Please set down all of the data below verbatim.

━━━ Material supplied ━━━

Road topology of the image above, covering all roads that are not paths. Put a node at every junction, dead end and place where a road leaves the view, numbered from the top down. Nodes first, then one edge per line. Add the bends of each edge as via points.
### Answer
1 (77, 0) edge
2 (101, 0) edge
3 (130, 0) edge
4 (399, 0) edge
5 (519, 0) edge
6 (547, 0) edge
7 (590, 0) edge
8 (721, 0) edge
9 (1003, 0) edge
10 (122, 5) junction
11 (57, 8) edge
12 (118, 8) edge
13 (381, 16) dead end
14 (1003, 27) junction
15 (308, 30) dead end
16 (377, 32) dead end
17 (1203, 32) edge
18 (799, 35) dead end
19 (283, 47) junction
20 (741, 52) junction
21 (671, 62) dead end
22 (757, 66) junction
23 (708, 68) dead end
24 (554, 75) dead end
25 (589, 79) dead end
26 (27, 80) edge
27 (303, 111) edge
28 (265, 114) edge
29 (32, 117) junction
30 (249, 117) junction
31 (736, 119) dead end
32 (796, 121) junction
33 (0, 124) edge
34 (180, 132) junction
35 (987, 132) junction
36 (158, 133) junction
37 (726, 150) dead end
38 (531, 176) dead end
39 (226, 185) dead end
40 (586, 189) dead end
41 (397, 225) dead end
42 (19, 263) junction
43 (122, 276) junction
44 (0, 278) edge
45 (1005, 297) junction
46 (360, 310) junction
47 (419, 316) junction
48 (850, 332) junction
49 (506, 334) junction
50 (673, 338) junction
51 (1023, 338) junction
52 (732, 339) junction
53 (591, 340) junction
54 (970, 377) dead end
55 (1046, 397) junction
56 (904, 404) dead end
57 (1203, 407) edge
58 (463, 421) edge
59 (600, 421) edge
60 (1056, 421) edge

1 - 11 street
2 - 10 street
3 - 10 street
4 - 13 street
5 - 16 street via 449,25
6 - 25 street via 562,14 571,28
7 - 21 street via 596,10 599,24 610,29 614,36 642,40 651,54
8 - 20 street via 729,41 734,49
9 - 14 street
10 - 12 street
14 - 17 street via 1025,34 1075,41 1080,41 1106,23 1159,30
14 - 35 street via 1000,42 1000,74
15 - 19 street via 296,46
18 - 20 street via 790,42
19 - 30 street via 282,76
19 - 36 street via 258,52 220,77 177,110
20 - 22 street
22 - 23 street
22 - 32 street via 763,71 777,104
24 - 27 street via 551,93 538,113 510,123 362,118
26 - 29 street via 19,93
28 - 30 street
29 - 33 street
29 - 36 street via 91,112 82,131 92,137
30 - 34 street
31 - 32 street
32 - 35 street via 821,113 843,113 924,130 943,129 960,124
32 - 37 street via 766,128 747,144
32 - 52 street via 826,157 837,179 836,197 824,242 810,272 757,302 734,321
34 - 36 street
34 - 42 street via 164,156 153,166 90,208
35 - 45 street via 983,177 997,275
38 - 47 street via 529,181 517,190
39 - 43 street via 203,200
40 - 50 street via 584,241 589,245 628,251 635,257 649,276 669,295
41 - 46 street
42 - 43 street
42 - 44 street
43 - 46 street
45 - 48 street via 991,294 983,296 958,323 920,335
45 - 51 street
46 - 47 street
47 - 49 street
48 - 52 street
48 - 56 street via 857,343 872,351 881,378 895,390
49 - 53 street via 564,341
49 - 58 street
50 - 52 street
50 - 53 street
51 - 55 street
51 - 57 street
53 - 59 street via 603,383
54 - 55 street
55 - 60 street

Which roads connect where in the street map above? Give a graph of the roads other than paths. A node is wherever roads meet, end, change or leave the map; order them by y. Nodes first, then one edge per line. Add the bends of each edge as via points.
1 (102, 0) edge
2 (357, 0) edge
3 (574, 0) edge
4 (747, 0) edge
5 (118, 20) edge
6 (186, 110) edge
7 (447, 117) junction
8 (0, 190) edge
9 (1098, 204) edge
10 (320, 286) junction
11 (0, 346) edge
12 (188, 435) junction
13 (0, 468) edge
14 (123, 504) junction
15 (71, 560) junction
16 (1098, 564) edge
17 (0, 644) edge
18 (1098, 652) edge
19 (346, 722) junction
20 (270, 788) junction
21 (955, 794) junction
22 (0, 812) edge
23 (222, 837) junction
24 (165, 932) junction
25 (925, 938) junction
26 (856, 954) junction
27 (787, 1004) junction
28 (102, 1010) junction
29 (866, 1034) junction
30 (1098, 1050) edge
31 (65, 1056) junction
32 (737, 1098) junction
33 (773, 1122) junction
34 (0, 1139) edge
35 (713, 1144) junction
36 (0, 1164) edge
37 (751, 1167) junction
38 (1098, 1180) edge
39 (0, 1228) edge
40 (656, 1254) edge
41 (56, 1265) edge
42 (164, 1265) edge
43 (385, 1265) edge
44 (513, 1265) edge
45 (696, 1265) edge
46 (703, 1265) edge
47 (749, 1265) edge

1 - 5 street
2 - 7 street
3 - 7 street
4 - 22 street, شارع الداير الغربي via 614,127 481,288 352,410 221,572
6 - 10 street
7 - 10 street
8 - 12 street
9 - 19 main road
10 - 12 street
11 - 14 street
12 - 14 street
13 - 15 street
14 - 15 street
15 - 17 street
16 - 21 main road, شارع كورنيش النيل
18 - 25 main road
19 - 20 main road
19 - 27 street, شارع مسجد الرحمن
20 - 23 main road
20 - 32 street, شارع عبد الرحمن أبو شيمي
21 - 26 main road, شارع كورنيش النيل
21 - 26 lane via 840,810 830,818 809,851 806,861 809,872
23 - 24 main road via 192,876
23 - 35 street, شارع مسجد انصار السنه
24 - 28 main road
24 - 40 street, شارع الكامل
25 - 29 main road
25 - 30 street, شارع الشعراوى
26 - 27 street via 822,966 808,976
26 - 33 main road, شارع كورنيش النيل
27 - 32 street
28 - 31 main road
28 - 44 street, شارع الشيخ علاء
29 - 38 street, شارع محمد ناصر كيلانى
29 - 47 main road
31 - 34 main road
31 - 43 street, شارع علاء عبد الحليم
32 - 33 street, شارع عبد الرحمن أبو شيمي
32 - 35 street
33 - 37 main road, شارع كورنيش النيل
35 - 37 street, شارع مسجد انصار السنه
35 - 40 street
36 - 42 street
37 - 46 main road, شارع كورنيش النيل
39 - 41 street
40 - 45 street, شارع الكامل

━━━

> Answer space
Road topology of the image above, covering all roads that are not paths. Put a node at every junction, dead end and place where a road leaves the view, numbered from the top down. Nodes first, then one edge per line. Add the bends of each edge as via points.
### Answer
1 (77, 0) edge
2 (101, 0) edge
3 (130, 0) edge
4 (399, 0) edge
5 (519, 0) edge
6 (547, 0) edge
7 (590, 0) edge
8 (721, 0) edge
9 (1003, 0) edge
10 (122, 5) junction
11 (57, 8) edge
12 (118, 8) edge
13 (381, 16) dead end
14 (1003, 27) junction
15 (308, 30) dead end
16 (377, 32) dead end
17 (1203, 32) edge
18 (799, 35) dead end
19 (283, 47) junction
20 (741, 52) junction
21 (671, 62) dead end
22 (757, 66) junction
23 (708, 68) dead end
24 (554, 75) dead end
25 (589, 79) dead end
26 (27, 80) edge
27 (303, 111) edge
28 (265, 114) edge
29 (32, 117) junction
30 (249, 117) junction
31 (736, 119) dead end
32 (796, 121) junction
33 (0, 124) edge
34 (180, 132) junction
35 (987, 132) junction
36 (158, 133) junction
37 (726, 150) dead end
38 (531, 176) dead end
39 (226, 185) dead end
40 (586, 189) dead end
41 (397, 225) dead end
42 (19, 263) junction
43 (122, 276) junction
44 (0, 278) edge
45 (1005, 297) junction
46 (360, 310) junction
47 (419, 316) junction
48 (850, 332) junction
49 (506, 334) junction
50 (673, 338) junction
51 (1023, 338) junction
52 (732, 339) junction
53 (591, 340) junction
54 (970, 377) dead end
55 (1046, 397) junction
56 (904, 404) dead end
57 (1203, 407) edge
58 (463, 421) edge
59 (600, 421) edge
60 (1056, 421) edge

1 - 11 street
2 - 10 street
3 - 10 street
4 - 13 street
5 - 16 street via 449,25
6 - 25 street via 562,14 571,28
7 - 21 street via 596,10 599,24 610,29 614,36 642,40 651,54
8 - 20 street via 729,41 734,49
9 - 14 street
10 - 12 street
14 - 17 street via 1025,34 1075,41 1080,41 1106,23 1159,30
14 - 35 street via 1000,42 1000,74
15 - 19 street via 296,46
18 - 20 street via 790,42
19 - 30 street via 282,76
19 - 36 street via 258,52 220,77 177,110
20 - 22 street
22 - 23 street
22 - 32 street via 763,71 777,104
24 - 27 street via 551,93 538,113 510,123 362,118
26 - 29 street via 19,93
28 - 30 street
29 - 33 street
29 - 36 street via 91,112 82,131 92,137
30 - 34 street
31 - 32 street
32 - 35 street via 821,113 843,113 924,130 943,129 960,124
32 - 37 street via 766,128 747,144
32 - 52 street via 826,157 837,179 836,197 824,242 810,272 757,302 734,321
34 - 36 street
34 - 42 street via 164,156 153,166 90,208
35 - 45 street via 983,177 997,275
38 - 47 street via 529,181 517,190
39 - 43 street via 203,200
40 - 50 street via 584,241 589,245 628,251 635,257 649,276 669,295
41 - 46 street
42 - 43 street
42 - 44 street
43 - 46 street
45 - 48 street via 991,294 983,296 958,323 920,335
45 - 51 street
46 - 47 street
47 - 49 street
48 - 52 street
48 - 56 street via 857,343 872,351 881,378 895,390
49 - 53 street via 564,341
49 - 58 street
50 - 52 street
50 - 53 street
51 - 55 street
51 - 57 street
53 - 59 street via 603,383
54 - 55 street
55 - 60 street

Which roads connect where in the street map above? Give a graph of the roads other than paths. A node is wherever roads meet, end, change or leave the map; order them by y. Nodes first, then one edge per line. Add the bends of each edge as via points.
1 (102, 0) edge
2 (357, 0) edge
3 (574, 0) edge
4 (747, 0) edge
5 (118, 20) edge
6 (186, 110) edge
7 (447, 117) junction
8 (0, 190) edge
9 (1098, 204) edge
10 (320, 286) junction
11 (0, 346) edge
12 (188, 435) junction
13 (0, 468) edge
14 (123, 504) junction
15 (71, 560) junction
16 (1098, 564) edge
17 (0, 644) edge
18 (1098, 652) edge
19 (346, 722) junction
20 (270, 788) junction
21 (955, 794) junction
22 (0, 812) edge
23 (222, 837) junction
24 (165, 932) junction
25 (925, 938) junction
26 (856, 954) junction
27 (787, 1004) junction
28 (102, 1010) junction
29 (866, 1034) junction
30 (1098, 1050) edge
31 (65, 1056) junction
32 (737, 1098) junction
33 (773, 1122) junction
34 (0, 1139) edge
35 (713, 1144) junction
36 (0, 1164) edge
37 (751, 1167) junction
38 (1098, 1180) edge
39 (0, 1228) edge
40 (656, 1254) edge
41 (56, 1265) edge
42 (164, 1265) edge
43 (385, 1265) edge
44 (513, 1265) edge
45 (696, 1265) edge
46 (703, 1265) edge
47 (749, 1265) edge

1 - 5 street
2 - 7 street
3 - 7 street
4 - 22 street, شارع الداير الغربي via 614,127 481,288 352,410 221,572
6 - 10 street
7 - 10 street
8 - 12 street
9 - 19 main road
10 - 12 street
11 - 14 street
12 - 14 street
13 - 15 street
14 - 15 street
15 - 17 street
16 - 21 main road, شارع كورنيش النيل
18 - 25 main road
19 - 20 main road
19 - 27 street, شارع مسجد الرحمن
20 - 23 main road
20 - 32 street, شارع عبد الرحمن أبو شيمي
21 - 26 main road, شارع كورنيش النيل
21 - 26 lane via 840,810 830,818 809,851 806,861 809,872
23 - 24 main road via 192,876
23 - 35 street, شارع مسجد انصار السنه
24 - 28 main road
24 - 40 street, شارع الكامل
25 - 29 main road
25 - 30 street, شارع الشعراوى
26 - 27 street via 822,966 808,976
26 - 33 main road, شارع كورنيش النيل
27 - 32 street
28 - 31 main road
28 - 44 street, شارع الشيخ علاء
29 - 38 street, شارع محمد ناصر كيلانى
29 - 47 main road
31 - 34 main road
31 - 43 street, شارع علاء عبد الحليم
32 - 33 street, شارع عبد الرحمن أبو شيمي
32 - 35 street
33 - 37 main road, شارع كورنيش النيل
35 - 37 street, شارع مسجد انصار السنه
35 - 40 street
36 - 42 street
37 - 46 main road, شارع كورنيش النيل
39 - 41 street
40 - 45 street, شارع الكامل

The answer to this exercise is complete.